The week after E. Jean Carroll’s verdict, Jennifer Harris, a former FedEx sales manager in Houston, got bad news. In 2022, Harris, a Black woman, had won a $366 million verdict against FedEx for retaliating against her when she complained about race discrimination by her white manager. At trial, Harris argued that FedEx had cut corners and short-staffed HR, failing to establish a system that could ensure consistent treatment of employees and allowing the biases of individual managers to go unchecked.  But on appeal, the Fifth Circuit wiped out most of the damages, reducing the number from $366 million to just $248,619, primarily on the grounds that FedEx made “good-faith efforts” to comply with federal law. (Disclosure: I worked on an amicus brief supporting Harris in this appeal).

“The Supreme Court works to minimize the role of the civil jury as a democratic institution, and protect the wealthy and powerful from meaningful accountability.”

In her fight for justice, Harris faced key obstacles Carroll did not. First, FedEx made its employees agree to raise any disputes about their employment contracts within six months. As with forced arbitration, this corporate tactic weaponizes courts’ willingness to enforce “contracts” that are far from genuine agreements between both sides. Indeed, Harris had to sign the form as a condition of applying for a job at FedEx, where negotiation is really out of the question. No problem, the Fifth Circuit said.
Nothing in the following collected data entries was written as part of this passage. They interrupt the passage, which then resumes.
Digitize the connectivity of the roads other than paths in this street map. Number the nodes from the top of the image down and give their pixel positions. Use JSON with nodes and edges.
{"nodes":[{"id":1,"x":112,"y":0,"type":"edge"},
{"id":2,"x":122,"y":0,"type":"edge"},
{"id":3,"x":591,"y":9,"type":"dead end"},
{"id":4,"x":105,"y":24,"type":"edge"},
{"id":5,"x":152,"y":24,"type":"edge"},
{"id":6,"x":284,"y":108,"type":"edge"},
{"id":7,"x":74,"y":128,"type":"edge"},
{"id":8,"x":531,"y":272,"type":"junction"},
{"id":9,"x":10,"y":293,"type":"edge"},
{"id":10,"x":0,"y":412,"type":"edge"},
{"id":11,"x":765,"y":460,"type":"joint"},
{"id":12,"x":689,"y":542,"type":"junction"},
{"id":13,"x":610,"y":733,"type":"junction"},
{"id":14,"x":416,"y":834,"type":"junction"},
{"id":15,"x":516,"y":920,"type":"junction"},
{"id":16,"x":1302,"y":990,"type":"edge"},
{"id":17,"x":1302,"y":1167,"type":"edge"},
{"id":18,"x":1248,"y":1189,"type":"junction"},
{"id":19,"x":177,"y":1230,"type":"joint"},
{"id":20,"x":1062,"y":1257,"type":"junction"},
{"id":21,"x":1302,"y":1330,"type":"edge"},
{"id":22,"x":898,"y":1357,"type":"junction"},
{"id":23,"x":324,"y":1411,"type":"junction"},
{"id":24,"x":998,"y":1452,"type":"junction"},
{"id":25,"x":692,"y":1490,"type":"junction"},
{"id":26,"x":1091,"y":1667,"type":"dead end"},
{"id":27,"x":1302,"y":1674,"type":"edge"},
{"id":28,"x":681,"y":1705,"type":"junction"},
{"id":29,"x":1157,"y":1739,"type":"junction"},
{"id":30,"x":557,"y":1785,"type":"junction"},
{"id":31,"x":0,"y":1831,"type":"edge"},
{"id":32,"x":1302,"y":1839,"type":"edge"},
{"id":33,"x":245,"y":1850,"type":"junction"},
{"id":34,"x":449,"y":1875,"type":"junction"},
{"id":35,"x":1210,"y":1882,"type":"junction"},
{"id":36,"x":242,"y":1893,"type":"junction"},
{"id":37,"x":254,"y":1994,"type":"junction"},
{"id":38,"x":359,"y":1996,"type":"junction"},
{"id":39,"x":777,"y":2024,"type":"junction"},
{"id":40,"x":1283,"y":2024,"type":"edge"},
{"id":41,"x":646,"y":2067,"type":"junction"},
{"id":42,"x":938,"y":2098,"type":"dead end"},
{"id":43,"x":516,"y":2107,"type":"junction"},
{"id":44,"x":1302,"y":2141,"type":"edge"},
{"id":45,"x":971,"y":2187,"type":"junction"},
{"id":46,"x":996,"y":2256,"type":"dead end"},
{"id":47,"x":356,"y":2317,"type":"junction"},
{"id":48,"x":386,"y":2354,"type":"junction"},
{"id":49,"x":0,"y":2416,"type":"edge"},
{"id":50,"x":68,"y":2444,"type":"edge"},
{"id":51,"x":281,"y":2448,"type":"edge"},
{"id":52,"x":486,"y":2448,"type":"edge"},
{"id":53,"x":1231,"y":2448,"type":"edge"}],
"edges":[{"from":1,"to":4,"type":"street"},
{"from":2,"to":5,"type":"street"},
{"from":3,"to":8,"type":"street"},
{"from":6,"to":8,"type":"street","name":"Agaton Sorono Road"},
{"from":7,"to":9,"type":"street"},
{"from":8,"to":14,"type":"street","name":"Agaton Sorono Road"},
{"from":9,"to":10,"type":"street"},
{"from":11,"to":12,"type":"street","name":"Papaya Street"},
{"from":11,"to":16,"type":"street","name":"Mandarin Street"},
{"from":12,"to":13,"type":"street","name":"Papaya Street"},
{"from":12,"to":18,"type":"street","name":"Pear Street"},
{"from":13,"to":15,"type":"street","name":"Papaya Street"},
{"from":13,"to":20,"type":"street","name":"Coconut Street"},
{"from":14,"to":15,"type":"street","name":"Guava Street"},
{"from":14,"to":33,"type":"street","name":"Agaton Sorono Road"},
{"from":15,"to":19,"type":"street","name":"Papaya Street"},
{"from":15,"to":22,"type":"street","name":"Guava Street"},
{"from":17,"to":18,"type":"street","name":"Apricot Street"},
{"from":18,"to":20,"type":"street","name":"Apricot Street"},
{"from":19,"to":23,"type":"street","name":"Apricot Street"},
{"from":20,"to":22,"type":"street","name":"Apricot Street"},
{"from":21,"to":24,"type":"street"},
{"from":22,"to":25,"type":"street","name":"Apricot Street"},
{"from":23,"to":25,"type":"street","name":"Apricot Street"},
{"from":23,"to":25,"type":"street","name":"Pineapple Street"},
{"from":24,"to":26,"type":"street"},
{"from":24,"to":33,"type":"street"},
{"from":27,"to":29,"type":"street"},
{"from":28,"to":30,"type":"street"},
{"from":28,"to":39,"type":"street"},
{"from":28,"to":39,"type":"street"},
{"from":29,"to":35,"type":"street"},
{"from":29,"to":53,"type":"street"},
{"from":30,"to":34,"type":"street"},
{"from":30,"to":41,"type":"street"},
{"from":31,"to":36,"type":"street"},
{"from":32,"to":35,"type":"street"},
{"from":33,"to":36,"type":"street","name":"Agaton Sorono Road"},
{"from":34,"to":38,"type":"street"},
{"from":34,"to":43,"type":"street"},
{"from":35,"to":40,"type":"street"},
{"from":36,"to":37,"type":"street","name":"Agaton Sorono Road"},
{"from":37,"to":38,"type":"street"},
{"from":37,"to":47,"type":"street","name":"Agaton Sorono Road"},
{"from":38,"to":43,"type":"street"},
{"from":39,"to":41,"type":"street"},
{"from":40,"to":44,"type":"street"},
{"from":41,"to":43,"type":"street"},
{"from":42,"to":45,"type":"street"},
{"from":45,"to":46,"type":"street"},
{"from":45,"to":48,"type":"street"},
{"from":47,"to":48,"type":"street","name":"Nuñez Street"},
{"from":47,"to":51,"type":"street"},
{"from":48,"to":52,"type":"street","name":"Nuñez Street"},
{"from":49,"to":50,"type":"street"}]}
That left Harris’ employment discrimination claim, where Harris had to contend with the Fifth Circuit’s use of “remittitur”—a judge’s power to reduce a jury verdict if they think it is “clearly excessive.”  After pay lip service to the “strong presumption” given to upholding a jury’s damages award, Judge Cory Wilson’s opinion for the court looked at ostensibly comparable cases and decided that even $300,000 was “excessive.” That final step left Harris with just 0.07 percent of what her peers awarded her.

Harris’s jury in Houston tried to do what Carroll’s jury did in New York: act as the voice of the community and issue a damages award that would be large enough to change a misbehaving defendant’s behavior. But for a megacorporation like FedEx, a quarter-million dollars is just the cost of doing business, and a small one at that.

E. Jean Carroll’s verdict is well worth celebrating. But it is the exception, not the rule. The Supreme Court has given powerful defendants too many opportunities to escape justice, and the legal system is worse for it.